Um, isn’t the Bill of Rights (first 10 Amendments) clearly a founding principle since it was in discussion alongside the original Constitution and was just added a few years later for clarification?
I know specifically they’re referring to the 2nd Amendment but the fact all of the first 10 were ratified at the same time makes it seem like they were all needed.
What do you mean by a founding principle? Obviously not everyone thought the idea of a Bill of Rights was total bullshit, otherwise people like Jefferson and Madison would not have been able to get them in there.
Well, they were- it was just that some of the founders thought those rights were “self evident” and didnt need putting down.

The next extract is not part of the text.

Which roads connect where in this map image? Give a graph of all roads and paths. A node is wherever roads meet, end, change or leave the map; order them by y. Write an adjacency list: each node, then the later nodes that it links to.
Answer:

They decided that was wrong within two years.
So, yeah, the whole Bill of Rights was there from the start.
[Moderating]
We can factually say that the Bill of Rights wasn’t in the original Constitution, and what the dates were for the ratification of the original and for the first ten amendments. But I’m pretty sure everyone in the discussion already knows that. The question of what counts as “foundational”, however, which is the real topic here, isn’t factual. Moving to IMHO.
My understanding is that some states only accepted the Constitution because the addition of a Bill of Rights was promised. North Carolina for example held off on joining the Union until the process of adding the Bill of Rights was well underway
The argument given can’t really be separated from the gun debate. The shall not be infringed crowd says it can’t be changed because it’s in the Bill of Rights. Others correctly point out it’s called an amendment for a reason. And that’s not even taking into consideration the tons of caselaw interpretating the amendments over the years.

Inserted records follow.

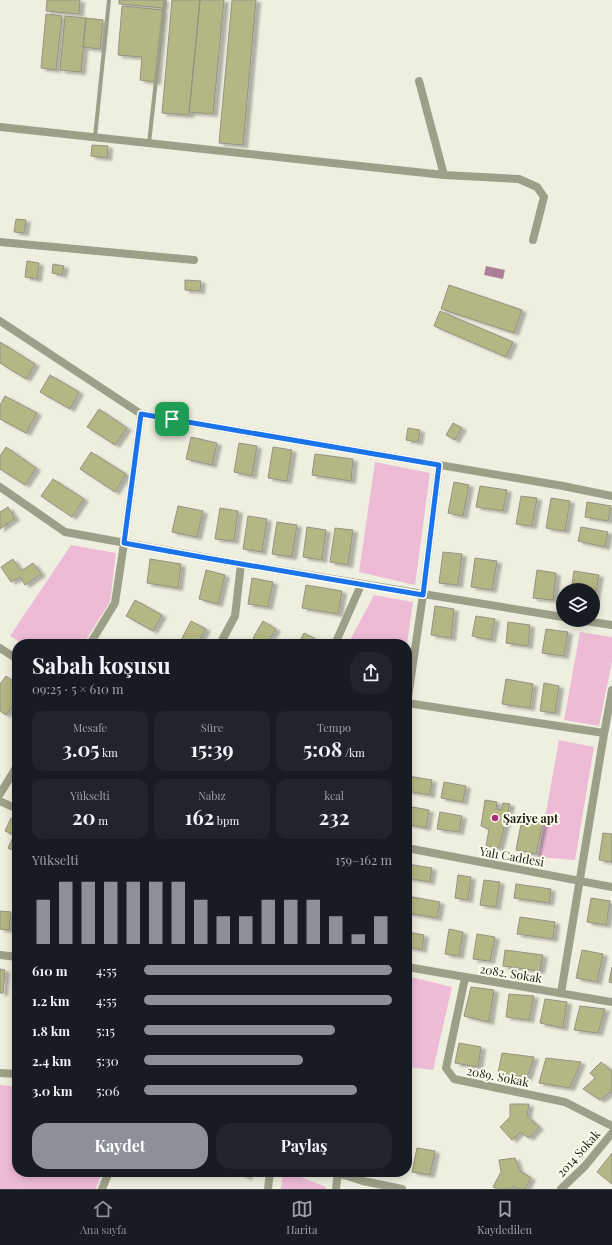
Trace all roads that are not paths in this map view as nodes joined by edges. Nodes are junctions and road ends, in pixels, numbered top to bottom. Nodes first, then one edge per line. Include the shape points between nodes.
1 (109, 0) edge
2 (165, 0) edge
3 (419, 81) dead end
4 (0, 127) edge
5 (95, 137) junction
6 (149, 143) junction
7 (444, 174) junction
8 (533, 240) dead end
9 (0, 242) edge
10 (194, 260) dead end
11 (0, 321) edge
12 (141, 414) junction
13 (439, 465) junction
14 (0, 487) edge
15 (612, 496) edge
16 (124, 543) junction
17 (242, 564) junction
18 (361, 585) junction
19 (423, 595) junction
20 (556, 616) edge
21 (600, 623) edge
22 (612, 625) edge
23 (93, 639) edge
24 (223, 639) edge
25 (337, 639) edge
26 (0, 648) edge
27 (12, 656) edge
28 (412, 669) edge
29 (612, 690) edge
30 (412, 704) edge
31 (603, 736) junction
32 (612, 741) edge
33 (12, 774) edge
34 (0, 794) edge
35 (0, 801) edge
36 (12, 807) edge
37 (412, 849) edge
38 (579, 880) junction
39 (612, 886) edge
40 (0, 955) edge
41 (12, 956) edge
42 (412, 968) edge
43 (465, 978) junction
44 (561, 993) junction
45 (612, 1002) edge
46 (0, 1073) edge
47 (12, 1074) edge
48 (612, 1126) edge
49 (612, 1133) edge
50 (107, 1177) edge
51 (269, 1177) edge
52 (337, 1177) edge
53 (351, 1177) edge
54 (102, 1189) edge
55 (268, 1189) edge
56 (336, 1189) edge
57 (402, 1189) edge
58 (561, 1189) edge

1 - 5 lane
2 - 6 lane
3 - 7 street
4 - 5 street
5 - 6 street
6 - 7 street
7 - 8 street via 519,179 537,187 544,198
9 - 10 street
11 - 12 street
12 - 13 street
12 - 16 street
13 - 15 street
13 - 19 street
14 - 16 street via 65,532
16 - 17 street
16 - 23 street via 115,603
17 - 18 street
17 - 24 street via 235,616
18 - 19 street
18 - 25 street
19 - 20 street
19 - 28 street
21 - 22 street
26 - 27 street
29 - 31 street
30 - 31 street
31 - 32 street
31 - 38 street
33 - 34 street
35 - 36 street
37 - 38 street, Yalı Caddesi
38 - 39 street, Yalı Caddesi
38 - 44 street
40 - 41 street
42 - 43 street, 2082. Sokak
43 - 44 street, 2082. Sokak
43 - 48 street, 2089. Sokak via 446,1068 454,1079 565,1102
44 - 45 street, 2082. Sokak
46 - 47 street
49 - 58 street, 2014 Sokak via 585,1166
50 - 54 street
51 - 55 street
52 - 56 street
53 - 57 street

For what it’s worth, the National Archives classifies the Bill of Rights as one of “America’s founding documents” (along iwth the Declaration of Independence and the Constitution).

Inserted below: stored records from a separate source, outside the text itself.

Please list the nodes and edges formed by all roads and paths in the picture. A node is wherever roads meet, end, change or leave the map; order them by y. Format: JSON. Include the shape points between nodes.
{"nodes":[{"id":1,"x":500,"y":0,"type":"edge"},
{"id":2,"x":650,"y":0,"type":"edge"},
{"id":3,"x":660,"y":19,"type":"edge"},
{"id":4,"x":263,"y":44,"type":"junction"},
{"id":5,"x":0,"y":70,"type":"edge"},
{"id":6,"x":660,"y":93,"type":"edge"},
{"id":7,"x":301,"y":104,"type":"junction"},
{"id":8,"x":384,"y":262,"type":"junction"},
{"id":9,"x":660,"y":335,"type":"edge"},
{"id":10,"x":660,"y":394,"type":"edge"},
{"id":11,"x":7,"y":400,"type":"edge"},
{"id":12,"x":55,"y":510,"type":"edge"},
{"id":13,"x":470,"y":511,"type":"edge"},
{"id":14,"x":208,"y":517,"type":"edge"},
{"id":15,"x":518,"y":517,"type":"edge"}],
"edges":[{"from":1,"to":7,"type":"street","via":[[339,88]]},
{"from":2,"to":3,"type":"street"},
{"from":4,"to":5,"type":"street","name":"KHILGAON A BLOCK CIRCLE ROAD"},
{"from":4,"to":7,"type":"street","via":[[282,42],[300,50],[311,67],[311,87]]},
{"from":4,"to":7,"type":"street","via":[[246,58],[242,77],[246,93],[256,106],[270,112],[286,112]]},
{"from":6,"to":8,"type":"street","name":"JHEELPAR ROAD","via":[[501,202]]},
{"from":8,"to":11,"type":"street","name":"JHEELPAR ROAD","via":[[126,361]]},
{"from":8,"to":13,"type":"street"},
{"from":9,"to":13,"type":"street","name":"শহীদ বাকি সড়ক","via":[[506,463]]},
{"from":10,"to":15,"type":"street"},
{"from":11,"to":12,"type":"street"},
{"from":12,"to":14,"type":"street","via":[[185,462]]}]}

It’s the one amendment with a justification embedded in the text, which either means that unlike the others, it was not so obvious, or it was so important that a justification was added to provide emphasis.
Or it was felt to be such a strange idea that it wouldn’t stand the test of time unless the justification was right there it the text.
As @Chronos said while moderating, this all turns on “How foundational is foundational enough?” Of course when it comes to 2A conversations, each person’s assumed conclusion drives the rest of their argument, no matter how convoluted it becomes.
The final draft of the constitution had already been approved by congress when Federalists and Anti-Federalists started arguing about whether or not it made for too powerful a federal government. The Anti-Federalists thought certain individual rights ought to be spelled out.
So James Madison red-penned the text of the constitution itself, but everyone said “Nope, can’t do that, because we’ve accepted a final draft, and congress can’t change the text of the constitution.” Any changes had to be in the form of amendments. Then, Madison wrote the Bill of Rights.
Given that while Madison contributed to the constitution, it is the work of several authors plus a final editor, who made sure it used the same language throughout, but Madison wrote the Bill of Rights solo, I think it’s fair to say they are different documents.
Perhaps not Congress, but if the first one was approved and ratified, they could, and can, always ratify a new text. But it presumably was not going to happen so soon, considering all the trouble they had the first time.